(Saved entries)
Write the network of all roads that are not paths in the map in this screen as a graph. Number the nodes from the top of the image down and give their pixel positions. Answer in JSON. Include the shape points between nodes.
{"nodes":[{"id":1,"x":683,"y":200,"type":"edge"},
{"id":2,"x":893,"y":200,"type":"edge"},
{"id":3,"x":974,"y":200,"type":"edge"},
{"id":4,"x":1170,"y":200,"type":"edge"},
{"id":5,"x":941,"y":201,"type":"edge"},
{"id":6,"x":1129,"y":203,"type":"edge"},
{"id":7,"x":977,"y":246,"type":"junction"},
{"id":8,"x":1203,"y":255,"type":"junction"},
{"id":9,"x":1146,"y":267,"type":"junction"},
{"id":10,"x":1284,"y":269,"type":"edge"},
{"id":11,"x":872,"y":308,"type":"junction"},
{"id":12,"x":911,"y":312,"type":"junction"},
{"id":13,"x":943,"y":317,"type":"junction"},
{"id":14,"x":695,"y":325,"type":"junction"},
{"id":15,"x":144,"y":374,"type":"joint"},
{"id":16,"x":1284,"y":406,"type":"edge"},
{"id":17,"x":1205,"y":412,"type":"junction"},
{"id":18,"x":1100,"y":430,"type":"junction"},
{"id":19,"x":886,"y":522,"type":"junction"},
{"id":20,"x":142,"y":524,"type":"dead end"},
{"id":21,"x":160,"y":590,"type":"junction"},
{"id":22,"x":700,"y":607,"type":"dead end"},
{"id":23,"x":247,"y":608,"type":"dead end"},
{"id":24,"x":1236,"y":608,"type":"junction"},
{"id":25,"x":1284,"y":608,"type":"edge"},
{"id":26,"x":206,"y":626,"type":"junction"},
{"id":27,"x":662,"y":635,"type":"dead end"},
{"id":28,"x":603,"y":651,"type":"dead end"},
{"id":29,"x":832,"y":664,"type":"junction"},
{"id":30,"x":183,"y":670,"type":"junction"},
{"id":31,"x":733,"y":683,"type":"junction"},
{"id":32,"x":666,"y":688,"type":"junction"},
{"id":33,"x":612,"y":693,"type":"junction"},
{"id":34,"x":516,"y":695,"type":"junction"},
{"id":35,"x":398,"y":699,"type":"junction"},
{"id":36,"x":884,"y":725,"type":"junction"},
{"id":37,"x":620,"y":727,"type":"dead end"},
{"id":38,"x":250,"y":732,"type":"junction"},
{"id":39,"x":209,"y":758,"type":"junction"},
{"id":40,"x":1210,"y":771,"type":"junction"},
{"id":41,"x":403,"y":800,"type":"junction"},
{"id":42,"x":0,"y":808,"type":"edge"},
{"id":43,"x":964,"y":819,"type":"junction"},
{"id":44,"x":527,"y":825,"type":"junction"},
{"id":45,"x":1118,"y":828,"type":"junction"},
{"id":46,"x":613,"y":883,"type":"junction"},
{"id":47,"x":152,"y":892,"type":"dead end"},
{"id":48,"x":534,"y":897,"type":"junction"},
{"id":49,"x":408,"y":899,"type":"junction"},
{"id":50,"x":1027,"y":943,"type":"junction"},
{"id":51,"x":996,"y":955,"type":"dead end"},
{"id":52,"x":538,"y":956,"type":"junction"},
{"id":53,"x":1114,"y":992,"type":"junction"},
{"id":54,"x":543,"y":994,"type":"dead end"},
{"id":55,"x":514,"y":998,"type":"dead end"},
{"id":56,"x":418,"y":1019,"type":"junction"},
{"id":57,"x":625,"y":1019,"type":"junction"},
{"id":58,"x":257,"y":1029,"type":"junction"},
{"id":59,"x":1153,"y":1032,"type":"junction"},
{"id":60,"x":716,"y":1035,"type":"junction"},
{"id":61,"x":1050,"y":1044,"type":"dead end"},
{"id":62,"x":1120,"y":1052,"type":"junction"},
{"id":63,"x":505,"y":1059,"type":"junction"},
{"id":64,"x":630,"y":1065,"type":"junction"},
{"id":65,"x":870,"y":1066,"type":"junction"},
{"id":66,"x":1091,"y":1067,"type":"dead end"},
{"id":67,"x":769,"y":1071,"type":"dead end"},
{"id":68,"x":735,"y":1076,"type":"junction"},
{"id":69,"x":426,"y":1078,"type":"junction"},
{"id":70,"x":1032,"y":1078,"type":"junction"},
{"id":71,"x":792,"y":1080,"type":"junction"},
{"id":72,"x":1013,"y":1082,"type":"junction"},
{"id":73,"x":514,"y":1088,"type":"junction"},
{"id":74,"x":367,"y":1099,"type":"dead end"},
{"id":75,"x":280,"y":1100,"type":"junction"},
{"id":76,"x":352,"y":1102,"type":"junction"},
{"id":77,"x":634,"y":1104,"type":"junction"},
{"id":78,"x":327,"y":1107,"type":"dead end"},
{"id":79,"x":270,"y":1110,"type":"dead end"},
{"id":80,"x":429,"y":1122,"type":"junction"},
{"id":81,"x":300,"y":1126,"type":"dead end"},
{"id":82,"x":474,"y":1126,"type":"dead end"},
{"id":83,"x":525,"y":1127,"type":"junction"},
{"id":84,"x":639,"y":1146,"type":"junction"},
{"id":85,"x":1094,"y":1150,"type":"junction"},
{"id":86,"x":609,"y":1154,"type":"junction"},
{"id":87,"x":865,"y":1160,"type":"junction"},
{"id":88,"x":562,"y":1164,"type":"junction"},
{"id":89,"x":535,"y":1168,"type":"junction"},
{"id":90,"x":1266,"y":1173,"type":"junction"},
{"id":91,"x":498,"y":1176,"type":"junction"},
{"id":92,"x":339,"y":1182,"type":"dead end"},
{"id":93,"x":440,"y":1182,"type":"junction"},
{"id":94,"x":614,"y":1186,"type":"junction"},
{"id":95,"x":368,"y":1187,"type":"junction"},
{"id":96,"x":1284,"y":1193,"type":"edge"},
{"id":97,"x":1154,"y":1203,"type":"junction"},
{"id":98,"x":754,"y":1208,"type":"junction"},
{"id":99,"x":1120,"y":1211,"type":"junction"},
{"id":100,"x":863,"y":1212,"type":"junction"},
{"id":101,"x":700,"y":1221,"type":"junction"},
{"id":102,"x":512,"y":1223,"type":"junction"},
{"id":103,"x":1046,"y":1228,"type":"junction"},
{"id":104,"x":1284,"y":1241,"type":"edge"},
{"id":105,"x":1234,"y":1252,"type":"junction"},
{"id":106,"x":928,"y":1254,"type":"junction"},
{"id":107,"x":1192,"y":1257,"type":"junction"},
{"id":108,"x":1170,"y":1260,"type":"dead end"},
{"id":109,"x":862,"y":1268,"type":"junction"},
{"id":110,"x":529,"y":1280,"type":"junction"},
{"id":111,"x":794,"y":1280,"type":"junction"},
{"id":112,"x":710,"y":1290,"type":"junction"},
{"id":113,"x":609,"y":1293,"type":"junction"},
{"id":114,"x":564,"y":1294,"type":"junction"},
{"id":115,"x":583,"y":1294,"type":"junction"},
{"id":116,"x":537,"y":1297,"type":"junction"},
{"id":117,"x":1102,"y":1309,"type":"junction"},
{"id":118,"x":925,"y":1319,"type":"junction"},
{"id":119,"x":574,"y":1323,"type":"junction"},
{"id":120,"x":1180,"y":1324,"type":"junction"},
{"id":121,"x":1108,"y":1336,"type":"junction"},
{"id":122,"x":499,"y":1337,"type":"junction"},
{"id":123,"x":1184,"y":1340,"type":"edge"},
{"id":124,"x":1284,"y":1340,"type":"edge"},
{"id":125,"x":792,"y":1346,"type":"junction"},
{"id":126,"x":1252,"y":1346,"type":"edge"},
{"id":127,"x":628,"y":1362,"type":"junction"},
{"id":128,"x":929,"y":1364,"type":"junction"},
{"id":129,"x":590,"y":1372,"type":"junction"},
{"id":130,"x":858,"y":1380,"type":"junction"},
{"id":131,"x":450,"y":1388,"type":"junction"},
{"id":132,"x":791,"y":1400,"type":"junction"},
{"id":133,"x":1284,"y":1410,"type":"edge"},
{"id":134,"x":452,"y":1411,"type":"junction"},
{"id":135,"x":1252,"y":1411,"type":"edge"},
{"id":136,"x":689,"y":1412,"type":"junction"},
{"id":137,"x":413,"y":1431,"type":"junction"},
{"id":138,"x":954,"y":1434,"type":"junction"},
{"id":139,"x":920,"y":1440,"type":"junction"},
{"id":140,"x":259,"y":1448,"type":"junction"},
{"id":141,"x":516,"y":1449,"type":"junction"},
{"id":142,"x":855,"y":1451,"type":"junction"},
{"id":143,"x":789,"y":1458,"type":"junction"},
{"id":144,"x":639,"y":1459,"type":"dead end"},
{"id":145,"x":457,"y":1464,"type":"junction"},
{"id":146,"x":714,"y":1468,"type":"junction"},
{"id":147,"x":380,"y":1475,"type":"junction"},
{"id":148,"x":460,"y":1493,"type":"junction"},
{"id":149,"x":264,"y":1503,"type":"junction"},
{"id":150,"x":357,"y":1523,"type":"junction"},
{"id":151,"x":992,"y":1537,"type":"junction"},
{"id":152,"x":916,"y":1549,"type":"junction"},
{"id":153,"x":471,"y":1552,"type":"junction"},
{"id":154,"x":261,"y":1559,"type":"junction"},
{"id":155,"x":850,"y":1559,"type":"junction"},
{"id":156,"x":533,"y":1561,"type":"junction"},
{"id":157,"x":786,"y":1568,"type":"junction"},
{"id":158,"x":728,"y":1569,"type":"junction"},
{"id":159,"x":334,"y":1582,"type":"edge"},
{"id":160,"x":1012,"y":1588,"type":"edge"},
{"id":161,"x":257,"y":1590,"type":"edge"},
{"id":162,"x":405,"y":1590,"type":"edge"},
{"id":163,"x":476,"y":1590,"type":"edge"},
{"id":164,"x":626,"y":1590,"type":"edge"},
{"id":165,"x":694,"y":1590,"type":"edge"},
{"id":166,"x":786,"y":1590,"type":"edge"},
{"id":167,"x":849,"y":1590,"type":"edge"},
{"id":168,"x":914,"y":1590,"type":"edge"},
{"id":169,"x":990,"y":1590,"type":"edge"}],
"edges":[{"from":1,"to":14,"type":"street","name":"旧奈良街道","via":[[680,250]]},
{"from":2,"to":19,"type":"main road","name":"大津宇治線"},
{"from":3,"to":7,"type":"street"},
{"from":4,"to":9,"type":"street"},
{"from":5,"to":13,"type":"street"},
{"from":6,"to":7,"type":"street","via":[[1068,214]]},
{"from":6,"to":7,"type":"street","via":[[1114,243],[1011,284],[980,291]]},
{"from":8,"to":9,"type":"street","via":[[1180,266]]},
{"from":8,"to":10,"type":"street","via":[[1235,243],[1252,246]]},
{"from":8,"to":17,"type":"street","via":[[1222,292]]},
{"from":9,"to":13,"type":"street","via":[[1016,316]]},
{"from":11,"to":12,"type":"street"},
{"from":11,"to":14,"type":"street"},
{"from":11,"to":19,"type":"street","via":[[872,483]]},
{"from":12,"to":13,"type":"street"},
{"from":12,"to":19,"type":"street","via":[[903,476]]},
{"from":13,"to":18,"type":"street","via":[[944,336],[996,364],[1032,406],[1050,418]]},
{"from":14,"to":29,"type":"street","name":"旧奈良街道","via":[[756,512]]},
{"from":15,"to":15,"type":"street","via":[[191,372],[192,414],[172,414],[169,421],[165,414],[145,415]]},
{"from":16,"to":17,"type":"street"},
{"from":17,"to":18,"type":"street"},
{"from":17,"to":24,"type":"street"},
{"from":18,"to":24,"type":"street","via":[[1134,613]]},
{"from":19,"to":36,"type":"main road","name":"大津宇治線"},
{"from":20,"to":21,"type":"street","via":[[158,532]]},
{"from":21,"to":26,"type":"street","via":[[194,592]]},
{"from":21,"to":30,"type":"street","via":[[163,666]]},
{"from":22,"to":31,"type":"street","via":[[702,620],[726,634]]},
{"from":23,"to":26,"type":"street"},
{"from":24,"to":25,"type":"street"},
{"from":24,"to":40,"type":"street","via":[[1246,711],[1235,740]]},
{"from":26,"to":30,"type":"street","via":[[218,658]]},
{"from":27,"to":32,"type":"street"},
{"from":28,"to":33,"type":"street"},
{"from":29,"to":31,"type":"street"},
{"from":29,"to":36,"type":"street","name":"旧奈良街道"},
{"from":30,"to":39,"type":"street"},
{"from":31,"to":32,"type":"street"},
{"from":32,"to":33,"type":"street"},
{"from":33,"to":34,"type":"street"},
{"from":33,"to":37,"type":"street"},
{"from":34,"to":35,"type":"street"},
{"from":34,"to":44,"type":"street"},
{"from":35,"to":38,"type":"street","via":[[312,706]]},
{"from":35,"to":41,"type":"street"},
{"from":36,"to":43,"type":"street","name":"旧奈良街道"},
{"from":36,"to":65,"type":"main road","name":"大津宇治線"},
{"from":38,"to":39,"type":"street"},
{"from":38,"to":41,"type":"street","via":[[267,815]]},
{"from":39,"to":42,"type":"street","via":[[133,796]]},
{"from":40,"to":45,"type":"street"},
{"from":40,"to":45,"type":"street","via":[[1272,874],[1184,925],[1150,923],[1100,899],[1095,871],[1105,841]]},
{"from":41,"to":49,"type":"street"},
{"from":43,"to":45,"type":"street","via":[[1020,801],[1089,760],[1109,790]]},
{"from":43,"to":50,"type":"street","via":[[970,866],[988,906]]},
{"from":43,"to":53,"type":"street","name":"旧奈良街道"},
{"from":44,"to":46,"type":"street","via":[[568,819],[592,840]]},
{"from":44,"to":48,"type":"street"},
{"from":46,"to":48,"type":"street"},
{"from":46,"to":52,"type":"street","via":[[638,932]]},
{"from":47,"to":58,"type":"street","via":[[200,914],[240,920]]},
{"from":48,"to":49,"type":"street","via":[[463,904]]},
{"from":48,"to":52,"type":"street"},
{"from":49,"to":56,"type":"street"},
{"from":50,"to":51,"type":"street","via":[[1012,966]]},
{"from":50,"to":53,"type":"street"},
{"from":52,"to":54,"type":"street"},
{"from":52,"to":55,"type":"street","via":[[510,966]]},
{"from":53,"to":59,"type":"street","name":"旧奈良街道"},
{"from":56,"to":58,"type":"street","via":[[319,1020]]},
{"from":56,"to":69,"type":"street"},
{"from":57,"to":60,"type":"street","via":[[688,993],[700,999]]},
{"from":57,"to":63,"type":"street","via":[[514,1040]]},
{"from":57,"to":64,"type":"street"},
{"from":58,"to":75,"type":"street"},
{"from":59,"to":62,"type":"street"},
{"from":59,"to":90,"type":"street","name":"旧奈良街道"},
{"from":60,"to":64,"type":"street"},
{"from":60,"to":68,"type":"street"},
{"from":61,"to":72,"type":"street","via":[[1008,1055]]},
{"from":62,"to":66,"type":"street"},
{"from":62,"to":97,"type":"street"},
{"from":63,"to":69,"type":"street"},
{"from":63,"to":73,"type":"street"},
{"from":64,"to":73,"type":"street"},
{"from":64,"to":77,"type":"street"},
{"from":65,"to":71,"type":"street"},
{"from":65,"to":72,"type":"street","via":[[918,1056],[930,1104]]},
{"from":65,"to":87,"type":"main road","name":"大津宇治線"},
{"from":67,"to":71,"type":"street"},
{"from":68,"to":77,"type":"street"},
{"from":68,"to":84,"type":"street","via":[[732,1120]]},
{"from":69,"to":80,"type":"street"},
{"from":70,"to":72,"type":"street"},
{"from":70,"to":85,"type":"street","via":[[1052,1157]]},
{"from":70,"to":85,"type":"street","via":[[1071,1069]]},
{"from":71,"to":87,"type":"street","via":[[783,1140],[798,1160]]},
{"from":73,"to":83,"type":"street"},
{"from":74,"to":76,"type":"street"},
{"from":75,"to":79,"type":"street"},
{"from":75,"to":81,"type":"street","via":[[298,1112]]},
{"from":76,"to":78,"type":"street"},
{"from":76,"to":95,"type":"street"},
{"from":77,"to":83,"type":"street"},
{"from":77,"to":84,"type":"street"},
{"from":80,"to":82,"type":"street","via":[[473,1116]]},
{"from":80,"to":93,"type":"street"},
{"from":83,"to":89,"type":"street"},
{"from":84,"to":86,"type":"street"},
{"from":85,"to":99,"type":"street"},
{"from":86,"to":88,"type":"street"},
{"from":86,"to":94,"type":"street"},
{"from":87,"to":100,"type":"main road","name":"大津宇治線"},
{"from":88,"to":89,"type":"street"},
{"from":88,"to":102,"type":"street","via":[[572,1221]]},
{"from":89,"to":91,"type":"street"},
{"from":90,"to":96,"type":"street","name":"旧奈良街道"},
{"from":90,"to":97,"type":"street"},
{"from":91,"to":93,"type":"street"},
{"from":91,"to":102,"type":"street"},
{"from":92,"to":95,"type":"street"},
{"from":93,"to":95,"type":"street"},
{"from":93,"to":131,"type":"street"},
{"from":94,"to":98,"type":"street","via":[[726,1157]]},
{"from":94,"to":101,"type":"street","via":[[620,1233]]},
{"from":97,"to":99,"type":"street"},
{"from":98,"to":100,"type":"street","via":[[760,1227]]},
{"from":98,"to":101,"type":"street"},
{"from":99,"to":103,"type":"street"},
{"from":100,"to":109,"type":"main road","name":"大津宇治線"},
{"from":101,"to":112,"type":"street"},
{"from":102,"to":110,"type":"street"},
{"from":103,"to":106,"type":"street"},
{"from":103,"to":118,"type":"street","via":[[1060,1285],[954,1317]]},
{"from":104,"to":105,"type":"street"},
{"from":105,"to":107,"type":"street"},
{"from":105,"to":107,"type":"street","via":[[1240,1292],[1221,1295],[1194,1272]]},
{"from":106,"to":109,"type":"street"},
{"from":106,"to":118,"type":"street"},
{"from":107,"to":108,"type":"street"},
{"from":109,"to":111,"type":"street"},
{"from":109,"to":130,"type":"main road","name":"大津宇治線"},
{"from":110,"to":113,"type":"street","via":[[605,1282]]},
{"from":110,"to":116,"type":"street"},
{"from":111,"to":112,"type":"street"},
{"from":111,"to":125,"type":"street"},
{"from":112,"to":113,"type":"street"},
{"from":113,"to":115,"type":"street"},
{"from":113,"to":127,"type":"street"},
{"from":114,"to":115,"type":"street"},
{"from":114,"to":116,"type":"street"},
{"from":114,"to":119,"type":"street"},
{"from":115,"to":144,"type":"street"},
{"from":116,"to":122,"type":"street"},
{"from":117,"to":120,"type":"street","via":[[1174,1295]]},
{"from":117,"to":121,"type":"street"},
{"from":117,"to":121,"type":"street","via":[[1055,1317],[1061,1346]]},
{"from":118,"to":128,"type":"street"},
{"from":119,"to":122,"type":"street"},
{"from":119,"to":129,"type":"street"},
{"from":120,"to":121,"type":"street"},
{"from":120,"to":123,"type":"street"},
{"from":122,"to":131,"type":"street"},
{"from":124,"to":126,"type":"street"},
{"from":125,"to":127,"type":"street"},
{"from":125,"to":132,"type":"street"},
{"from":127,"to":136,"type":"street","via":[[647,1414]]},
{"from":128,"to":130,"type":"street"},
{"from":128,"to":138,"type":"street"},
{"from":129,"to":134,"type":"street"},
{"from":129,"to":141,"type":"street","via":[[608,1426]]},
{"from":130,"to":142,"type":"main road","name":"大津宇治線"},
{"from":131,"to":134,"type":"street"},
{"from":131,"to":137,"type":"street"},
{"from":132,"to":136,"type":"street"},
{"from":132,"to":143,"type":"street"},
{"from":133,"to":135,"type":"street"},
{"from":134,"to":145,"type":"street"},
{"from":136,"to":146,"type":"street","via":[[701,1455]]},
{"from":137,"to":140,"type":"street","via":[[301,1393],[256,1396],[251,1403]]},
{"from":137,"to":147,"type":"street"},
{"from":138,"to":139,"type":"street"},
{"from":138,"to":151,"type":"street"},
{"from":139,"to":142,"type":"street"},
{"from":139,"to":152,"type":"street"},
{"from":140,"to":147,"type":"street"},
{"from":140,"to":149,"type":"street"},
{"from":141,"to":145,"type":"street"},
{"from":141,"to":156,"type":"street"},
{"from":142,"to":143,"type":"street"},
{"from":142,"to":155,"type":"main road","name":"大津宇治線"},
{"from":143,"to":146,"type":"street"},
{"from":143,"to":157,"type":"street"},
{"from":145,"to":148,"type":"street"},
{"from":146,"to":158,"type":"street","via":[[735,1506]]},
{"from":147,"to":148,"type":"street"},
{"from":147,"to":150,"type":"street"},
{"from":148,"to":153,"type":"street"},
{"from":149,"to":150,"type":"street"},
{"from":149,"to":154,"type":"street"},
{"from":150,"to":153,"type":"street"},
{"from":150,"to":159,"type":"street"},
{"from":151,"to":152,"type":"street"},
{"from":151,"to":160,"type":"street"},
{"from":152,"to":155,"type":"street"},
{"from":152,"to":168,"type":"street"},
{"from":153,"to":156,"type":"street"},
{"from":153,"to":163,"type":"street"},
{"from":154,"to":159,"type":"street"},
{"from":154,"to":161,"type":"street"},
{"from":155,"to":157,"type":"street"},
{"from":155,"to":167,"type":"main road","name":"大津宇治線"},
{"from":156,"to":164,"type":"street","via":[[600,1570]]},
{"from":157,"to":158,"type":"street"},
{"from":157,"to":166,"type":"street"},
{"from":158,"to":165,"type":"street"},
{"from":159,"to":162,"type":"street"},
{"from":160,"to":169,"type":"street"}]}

■ To do
All lines in the entries above that include "nodes" should be found and copied.

■ Result of this exercise
Write the network of all roads that are not paths in the map in this screen as a graph. Number the nodes from the top of the image down and give their pixel positions. Answer in JSON. Include the shape points between nodes.
{"nodes":[{"id":1,"x":683,"y":200,"type":"edge"},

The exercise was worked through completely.